Newman and colleagues offer one of the most provocative recent attempts to rethink agency in biological evolution without surrendering either to dualism or to mechanistic flattening. Their central achievement is to show that multicellular agency is not a trivial magnification of cellular agency, nor merely a side effect of adding more cells. It is instead a transformed mode of organized activity made possible by the inherencies of multicellular matter and by development’s capacity to amplify, partition, and repurpose single-cell functionalities into higher-order enablements. This is why multicellular agency can be less tightly constrained by closure than cellular agency is, and why organismal novelty may sometimes precede, rather than merely reflect, conventional adaptive refinement.

The paper is also valuable because it sharpens a sequence of distinctions that are too often blurred. Not all purposive behavior is agential. Some directed activities are physically inevitable; others are teleonomic products of selection; only some display the idiosyncratic, exploratory, and partly unprogrammed character the authors want to preserve under the name agency. In this respect, their account sits comfortably with a cybernetic hierarchy in which goal-directedness is broader than agency and agency is a more advanced, less fully determined form of purposive organization. Their experimental proposals follow from this insight: expose cells or aggregates to ecologies that fall outside their lineage’s expected history and watch whether they discover new modes of action. Agency, if it is real, should reveal itself most clearly where stereotyped adaptation runs out.

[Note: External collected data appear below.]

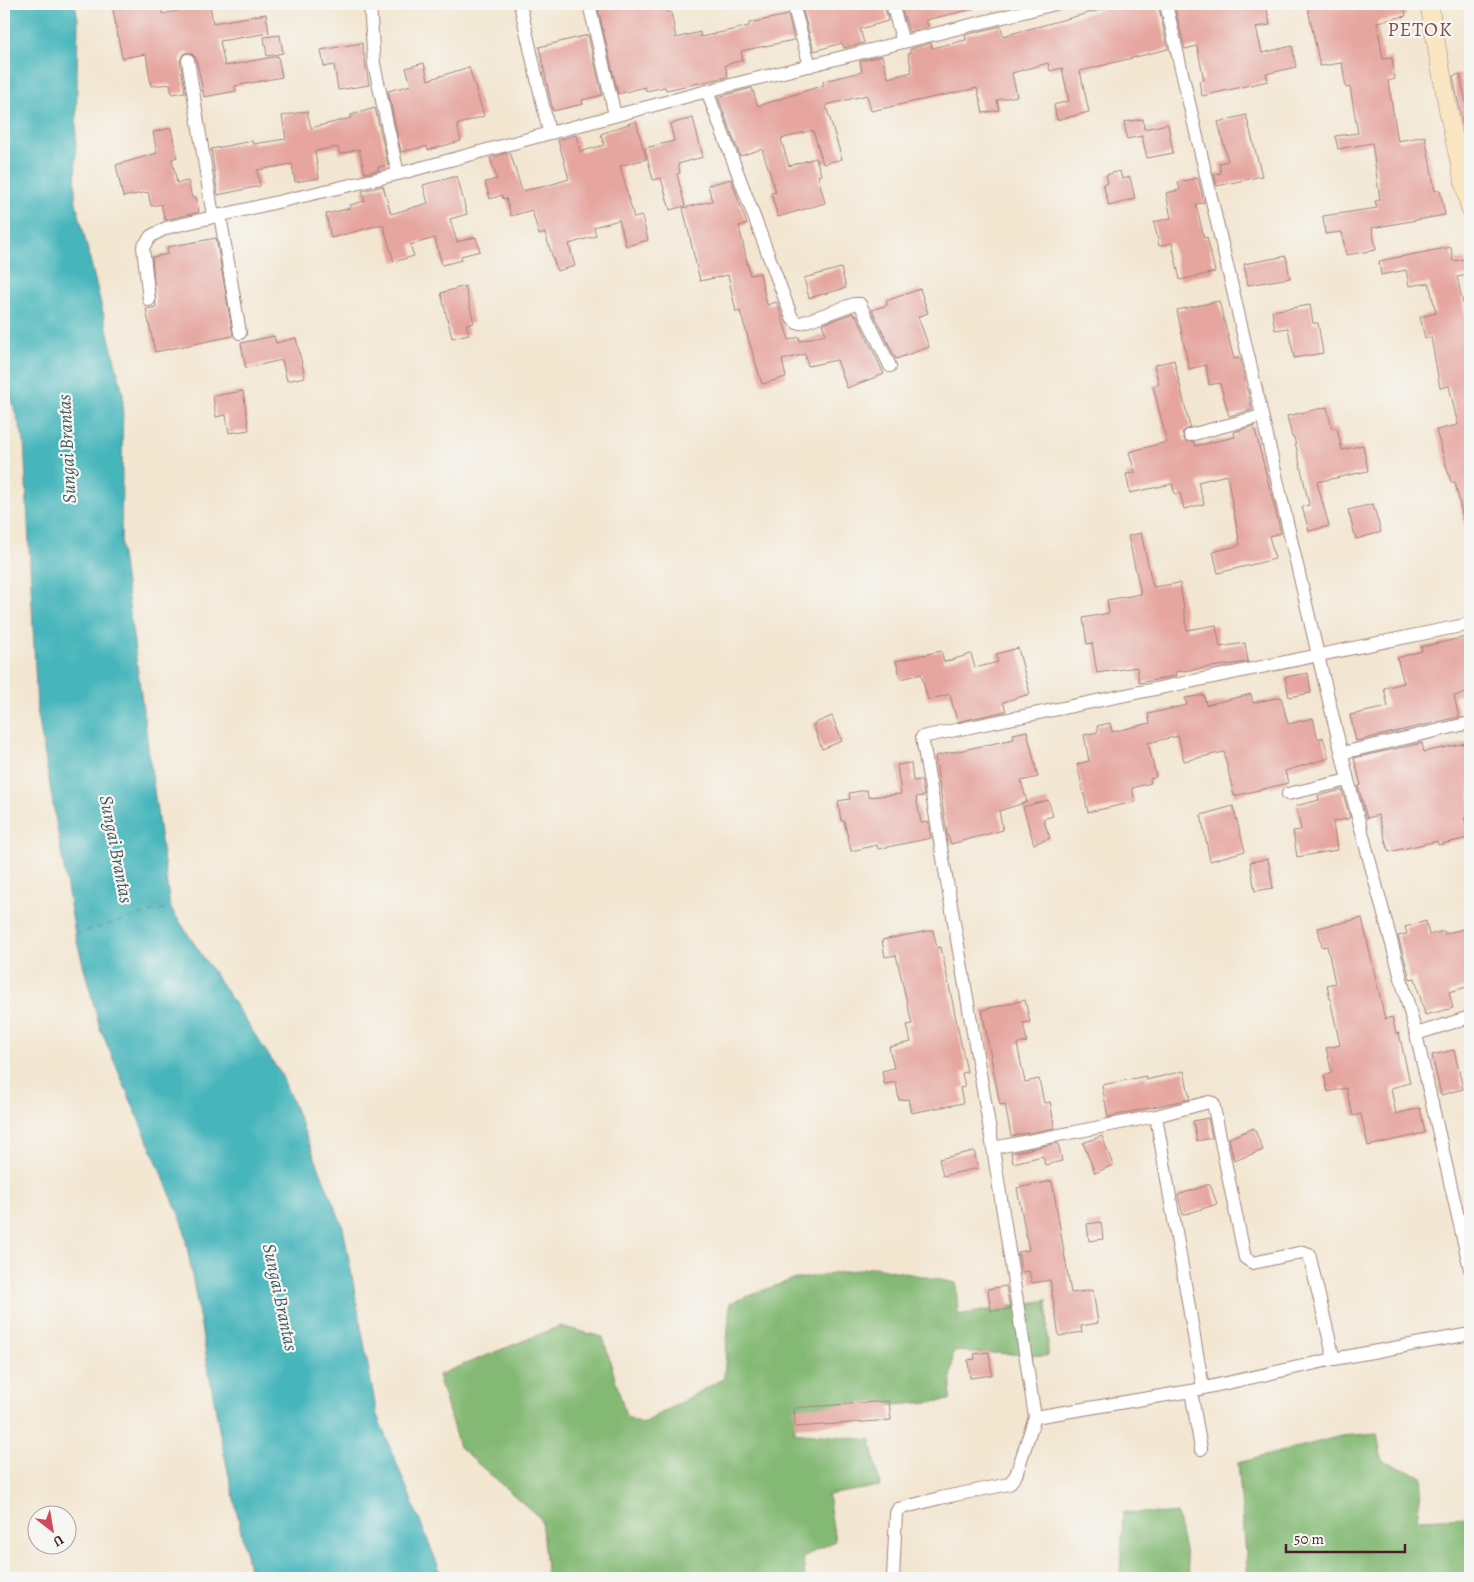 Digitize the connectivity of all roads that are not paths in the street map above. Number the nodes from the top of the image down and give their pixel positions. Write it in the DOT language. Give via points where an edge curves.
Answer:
graph roads {
  1 [pos="370,4"];
  2 [pos="520,4"];
  3 [pos="589,4"];
  4 [pos="793,4"];
  5 [pos="892,4"];
  6 [pos="1055,4"];
  7 [pos="1166,4"];
  8 [pos="1429,4"];
  9 [pos="903,42"];
  10 [pos="188,60"];
  11 [pos="810,66"];
  12 [pos="707,90"];
  13 [pos="615,115"];
  14 [pos="549,132"];
  15 [pos="398,174"];
  16 [pos="1470,209"];
  17 [pos="217,215"];
  18 [pos="149,300"];
  19 [pos="240,333"];
  20 [pos="890,366"];
  21 [pos="1262,416"];
  22 [pos="1190,435"];
  23 [pos="1470,624"];
  24 [pos="1318,655"];
  25 [pos="1470,723"];
  26 [pos="1342,753"];
  27 [pos="1348,780"];
  28 [pos="1288,794"];
  29 [pos="1470,1018"];
  30 [pos="1416,1034"];
  31 [pos="1156,1116"];
  32 [pos="993,1148"];
  33 [pos="1470,1269"];
  34 [pos="1470,1334"];
  35 [pos="1334,1359"];
  36 [pos="1197,1390"];
  37 [pos="1036,1417"];
  38 [pos="1202,1449"];
  39 [pos="893,1578"];
  1 -- 15 [label="street" via="374,64"];
  2 -- 14 [label="street"];
  3 -- 13 [label="street"];
  4 -- 11 [label="street"];
  5 -- 9 [label="street"];
  6 -- 9 [label="street"];
  7 -- 21 [label="street"];
  8 -- 16 [label="main road"];
  9 -- 11 [label="street"];
  10 -- 17 [label="street"];
  11 -- 12 [label="street"];
  12 -- 13 [label="street"];
  12 -- 20 [label="street" via="792,318 801,323 860,304"];
  13 -- 14 [label="street"];
  14 -- 15 [label="street"];
  15 -- 17 [label="street"];
  17 -- 18 [label="street" via="166,228 146,241 142,252"];
  17 -- 19 [label="street"];
  21 -- 22 [label="street"];
  21 -- 24 [label="street"];
  23 -- 24 [label="street"];
  24 -- 26 [label="street"];
  24 -- 32 [label="street" via="922,737"];
  25 -- 26 [label="street"];
  26 -- 27 [label="street"];
  27 -- 28 [label="street"];
  27 -- 30 [label="street"];
  29 -- 30 [label="street"];
  30 -- 33 [label="street"];
  31 -- 32 [label="street"];
  31 -- 35 [label="street" via="1213,1103 1245,1258 1253,1263 1304,1252 1309,1254"];
  31 -- 36 [label="street"];
  32 -- 37 [label="street"];
  34 -- 35 [label="street"];
  35 -- 36 [label="street"];
  36 -- 37 [label="street"];
  36 -- 38 [label="street"];
  37 -- 39 [label="street" via="1016,1475 1009,1484 898,1509"];
} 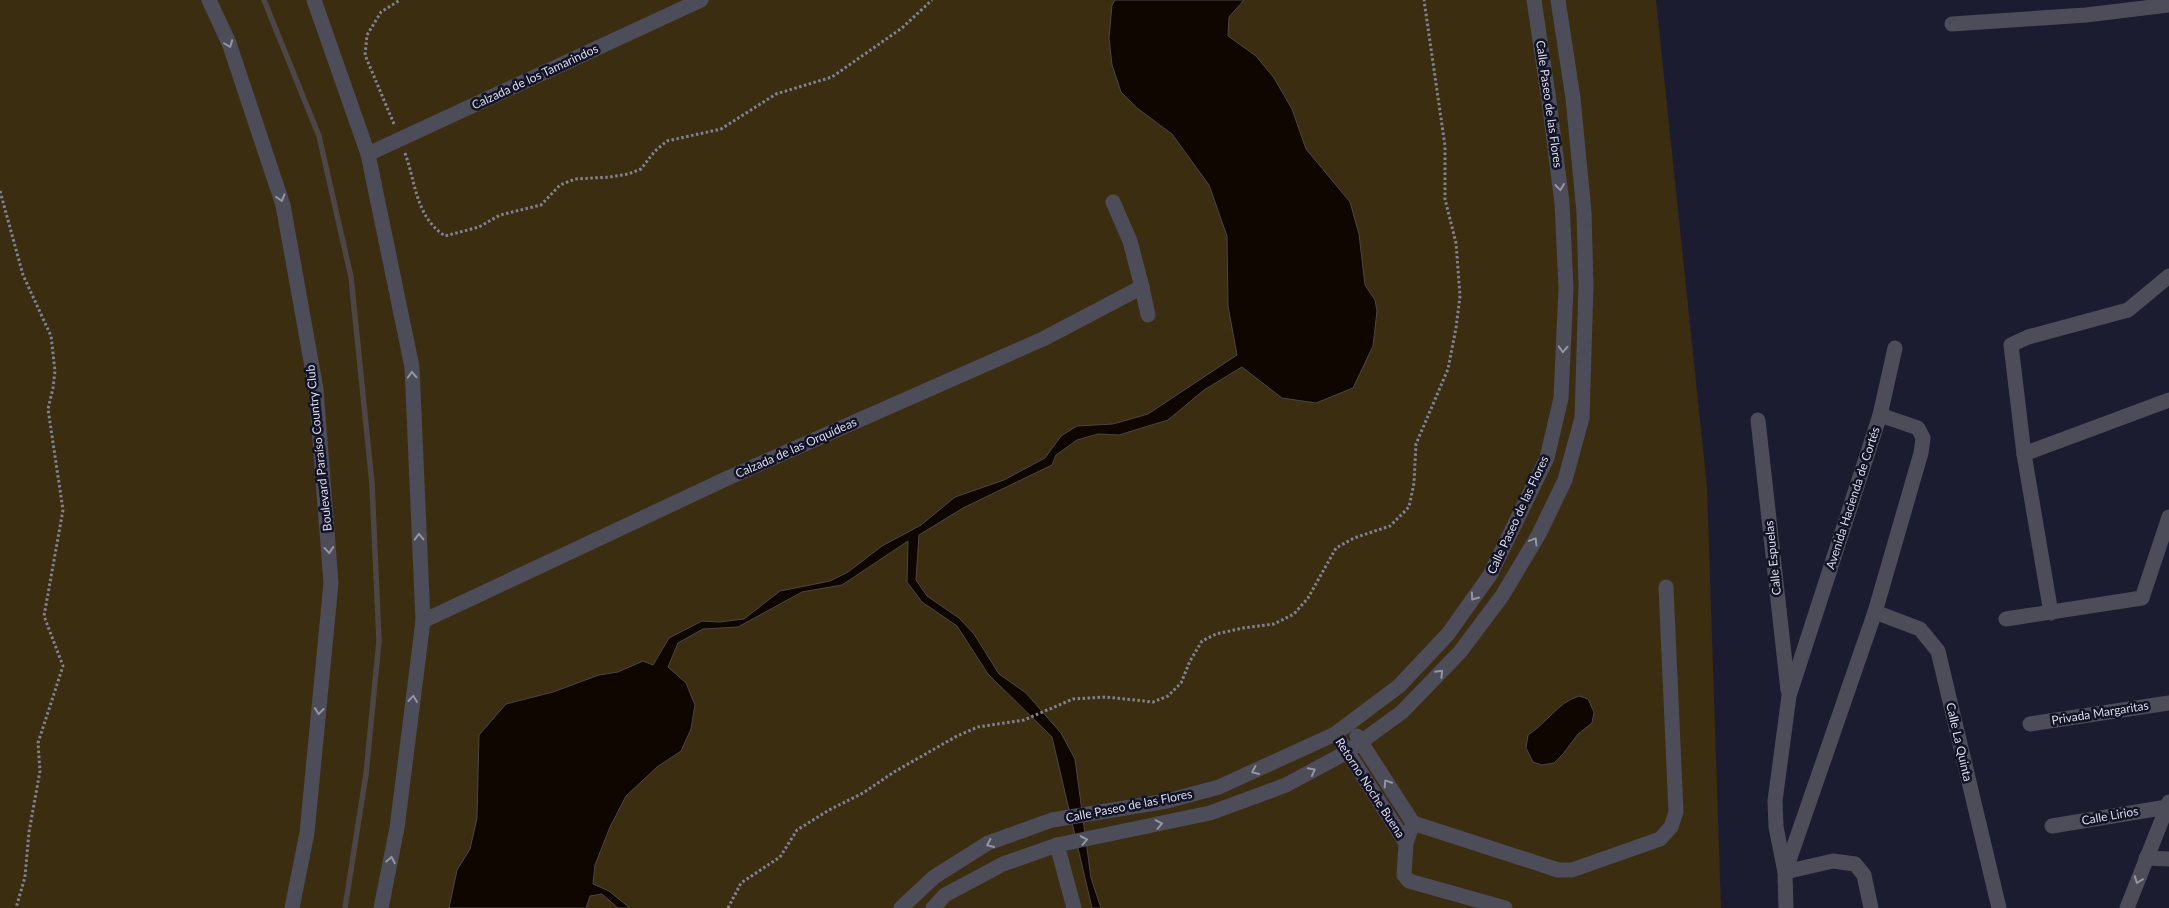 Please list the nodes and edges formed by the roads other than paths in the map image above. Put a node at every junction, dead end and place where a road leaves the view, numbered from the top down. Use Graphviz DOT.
graph roads {
  1 [pos="209,0"];
  2 [pos="314,0"];
  3 [pos="701,0"];
  4 [pos="1534,0"];
  5 [pos="1558,0"];
  6 [pos="2169,6"];
  7 [pos="1952,24"];
  8 [pos="1573,98"];
  9 [pos="1549,101"];
  10 [pos="368,154"];
  11 [pos="1113,202"];
  12 [pos="2169,276"];
  13 [pos="1142,287"];
  14 [pos="1148,316"];
  15 [pos="1895,348"];
  16 [pos="2169,400"];
  17 [pos="1880,415"];
  18 [pos="1758,420"];
  19 [pos="2024,454"];
  20 [pos="2169,517"];
  21 [pos="1666,587"];
  22 [pos="1875,612"];
  23 [pos="2051,612"];
  24 [pos="2006,619"];
  25 [pos="423,621"];
  26 [pos="1789,696"];
  27 [pos="2169,702"];
  28 [pos="1350,724"];
  29 [pos="2030,724"];
  30 [pos="1336,734"];
  31 [pos="1361,743"];
  32 [pos="1347,752"];
  33 [pos="2168,804"];
  34 [pos="1413,823"];
  35 [pos="2052,826"];
  36 [pos="1022,831"];
  37 [pos="1406,843"];
  38 [pos="1058,845"];
  39 [pos="1033,854"];
  40 [pos="2146,858"];
  41 [pos="2169,859"];
  42 [pos="1785,872"];
  43 [pos="292,908"];
  44 [pos="381,908"];
  45 [pos="902,908"];
  46 [pos="933,908"];
  47 [pos="1074,908"];
  48 [pos="1505,908"];
  49 [pos="1786,908"];
  50 [pos="1871,908"];
  51 [pos="1999,908"];
  52 [pos="2127,908"];
  1 -- 43 [label="street, Boulevard Paraíso Country Club, one-way"];
  2 -- 10 [label="street"];
  3 -- 10 [label="street, Calzada de los Tamarindos"];
  4 -- 9 [label="street, Calle Paseo de las Flores"];
  5 -- 8 [label="street, Calle Paseo de las Flores"];
  6 -- 7 [label="street"];
  8 -- 9 [label="street"];
  31 -- 8 [label="street, Calle Paseo de las Flores, one-way"];
  9 -- 28 [label="street, Calle Paseo de las Flores, one-way"];
  25 -- 10 [label="street, one-way"];
  11 -- 13 [label="street"];
  12 -- 19 [label="street"];
  13 -- 14 [label="street"];
  13 -- 25 [label="street, Calzada de las Orquídeas"];
  15 -- 17 [label="street"];
  16 -- 19 [label="street"];
  17 -- 22 [label="street, Avenida Hacienda de Cortés"];
  17 -- 26 [label="street, Avenida Hacienda de Cortés"];
  18 -- 26 [label="street, Calle Espuelas"];
  19 -- 23 [label="street"];
  20 -- 23 [label="street"];
  21 -- 34 [label="street"];
  22 -- 42 [label="street, Avenida Hacienda de Cortés"];
  22 -- 51 [label="street, Calle La Quinta"];
  23 -- 24 [label="street"];
  44 -- 25 [label="street, one-way"];
  26 -- 42 [label="street, Avenida Hacienda de Cortés"];
  27 -- 29 [label="street, Privada Margaritas"];
  28 -- 30 [label="street, Calle Paseo de las Flores"];
  28 -- 31 [label="street, Retorno Noche Buena"];
  30 -- 32 [label="street, Retorno Noche Buena"];
  30 -- 36 [label="street, Calle Paseo de las Flores, one-way"];
  31 -- 32 [label="street, Calle Paseo de las Flores"];
  34 -- 31 [label="street, Retorno Noche Buena, one-way"];
  32 -- 37 [label="street, Retorno Noche Buena"];
  38 -- 32 [label="street, Calle Paseo de las Flores, one-way"];
  33 -- 35 [label="street, Calle Lirios"];
  33 -- 40 [label="street"];
  34 -- 37 [label="street"];
  36 -- 39 [label="street"];
  36 -- 45 [label="street, Calle Paseo de las Flores, one-way"];
  37 -- 48 [label="street"];
  38 -- 39 [label="street, Calle Paseo de las Flores"];
  38 -- 47 [label="street"];
  39 -- 46 [label="street, Calle Paseo de las Flores"];
  40 -- 41 [label="street"];
  40 -- 52 [label="street, one-way"];
  42 -- 49 [label="street, Avenida Hacienda de Cortés"];
  42 -- 50 [label="street"];
} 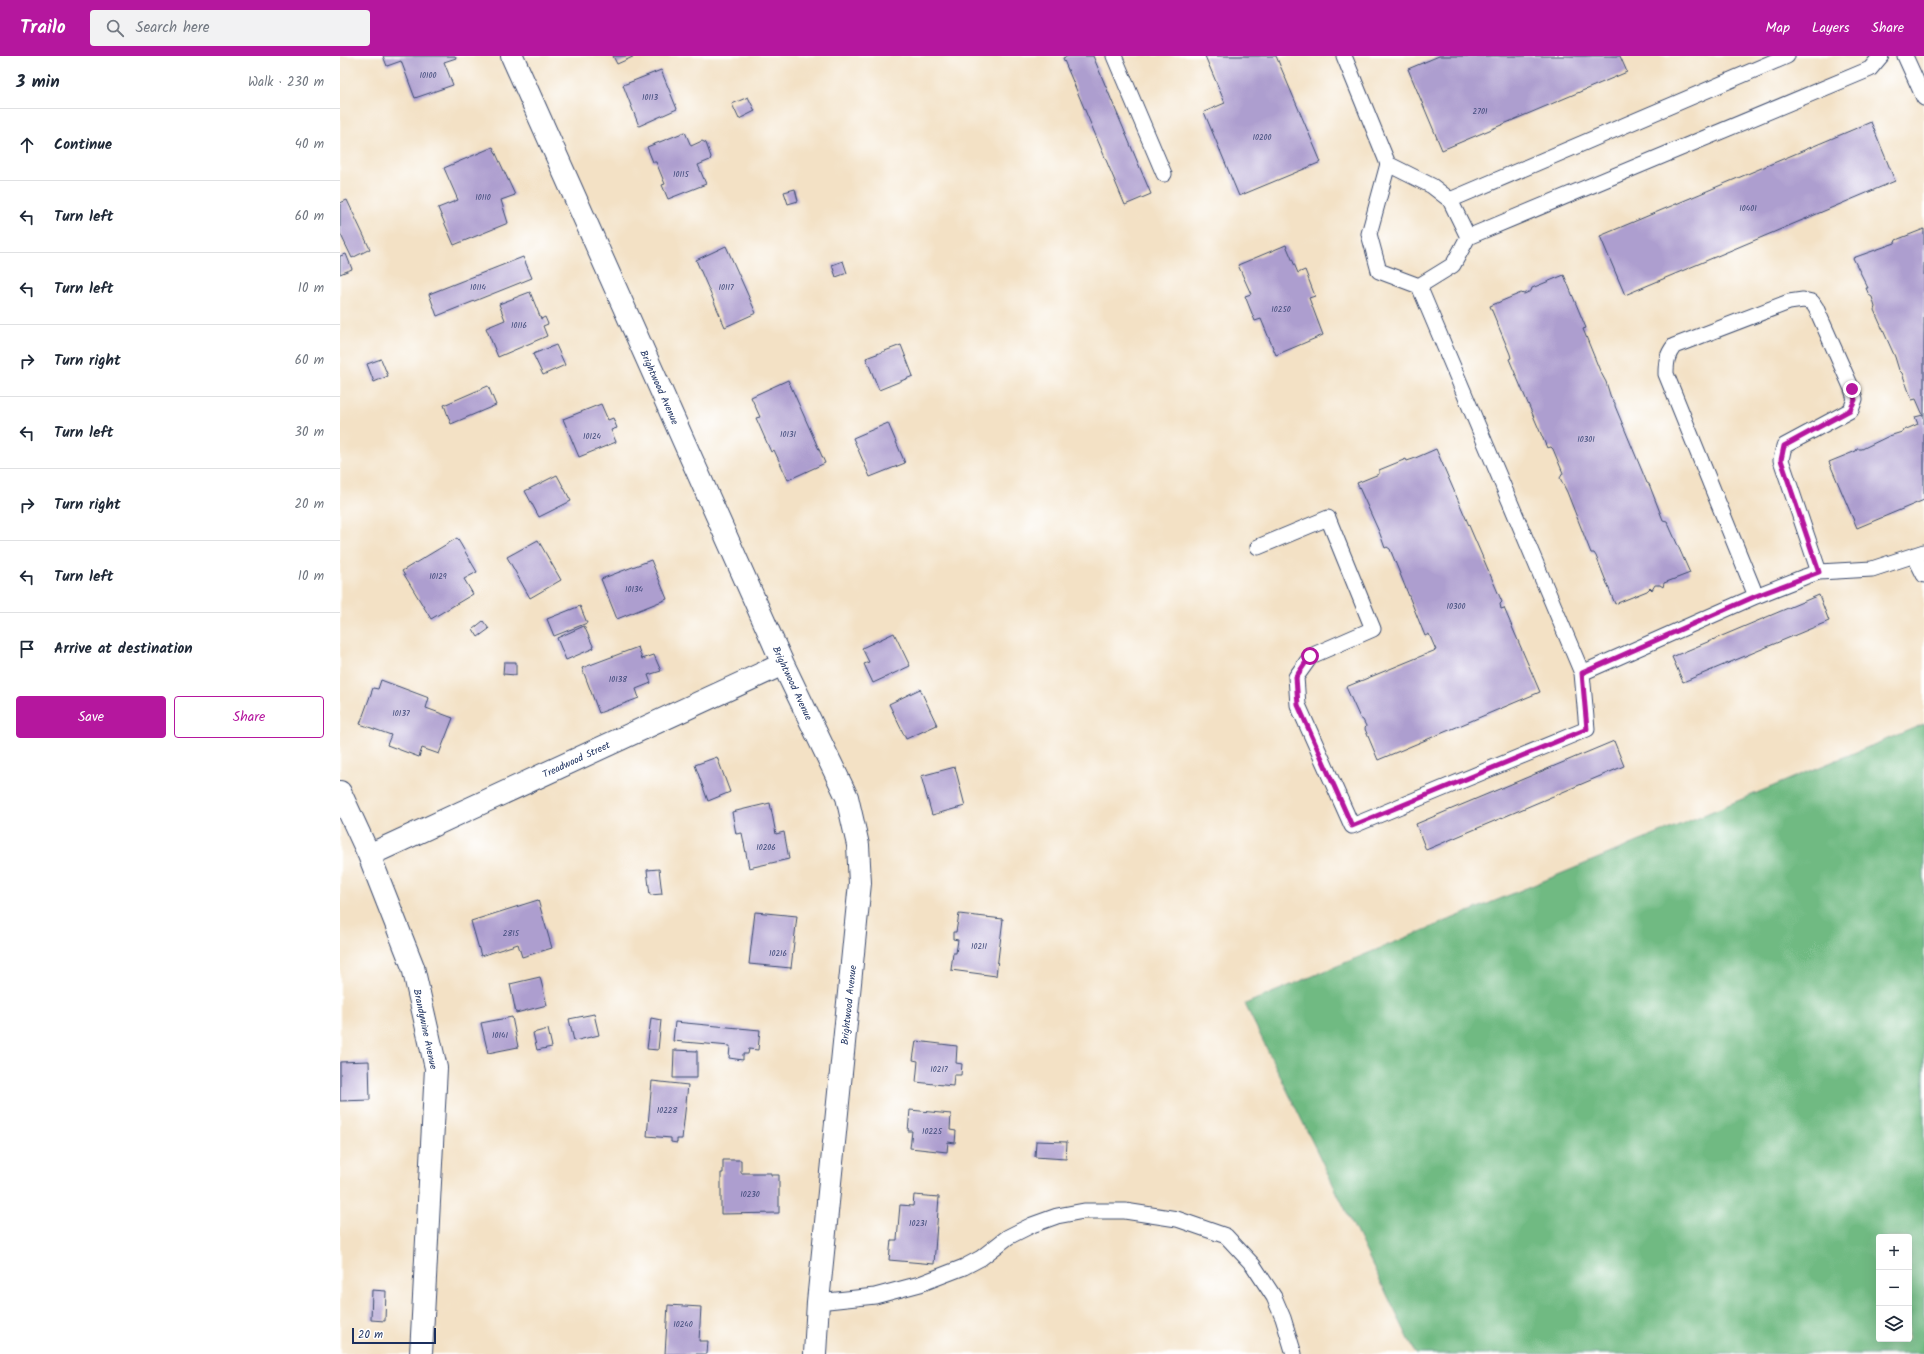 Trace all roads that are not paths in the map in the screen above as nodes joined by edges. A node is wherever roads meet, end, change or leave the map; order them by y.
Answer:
1 (512, 56) edge
2 (1114, 56) edge
3 (1787, 56) edge
4 (1881, 56) edge
5 (1906, 56) edge
6 (1348, 57) edge
7 (1924, 98) edge
8 (1388, 164) junction
9 (1164, 174) dead end
10 (1450, 200) junction
11 (1468, 237) junction
12 (1419, 286) junction
13 (1258, 546) dead end
14 (1919, 553) edge
15 (1819, 572) junction
16 (1924, 575) edge
17 (1756, 596) junction
18 (784, 664) junction
19 (1582, 673) junction
20 (340, 792) edge
21 (369, 854) junction
22 (818, 1302) junction
23 (421, 1354) edge
24 (815, 1354) edge
25 (1294, 1354) edge

1 - 18 street, Brightwood Avenue
2 - 9 lane
3 - 10 lane
4 - 11 lane
5 - 7 lane
6 - 8 lane
8 - 10 lane
8 - 12 lane
10 - 11 lane
11 - 12 lane
12 - 19 lane
13 - 19 lane
14 - 15 lane
14 - 16 lane
15 - 17 lane
15 - 17 lane
17 - 19 lane
18 - 21 street, Treadwood Street
18 - 22 street, Brightwood Avenue
20 - 21 street, Brandywine Avenue
21 - 23 street, Brandywine Avenue
22 - 24 street, Brightwood Avenue
22 - 25 lane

At the same time, the paper leaves three important gaps. First, it still presupposes a cell-level agency whose physicochemical basis remains underexplained; in that sense, it remains, by the authors’ own admission, close to a kind of methodological vitalism. Second, while dispositional causality is a helpful philosophical frame, we still need formal models that can capture not just underdetermination but real organizational novelty. Third, the transition from cellular to multicellular agency is described more convincingly than it is mechanistically derived. Yet none of these are failures. They are exactly the right open questions. If the authors are right, then agency does not merely accompany evolution; it helps generate the very novelties on which further evolution can build. Agency, in that strong but naturalized sense, begets new forms of agency. That is a daring idea, but also one worth taking seriously.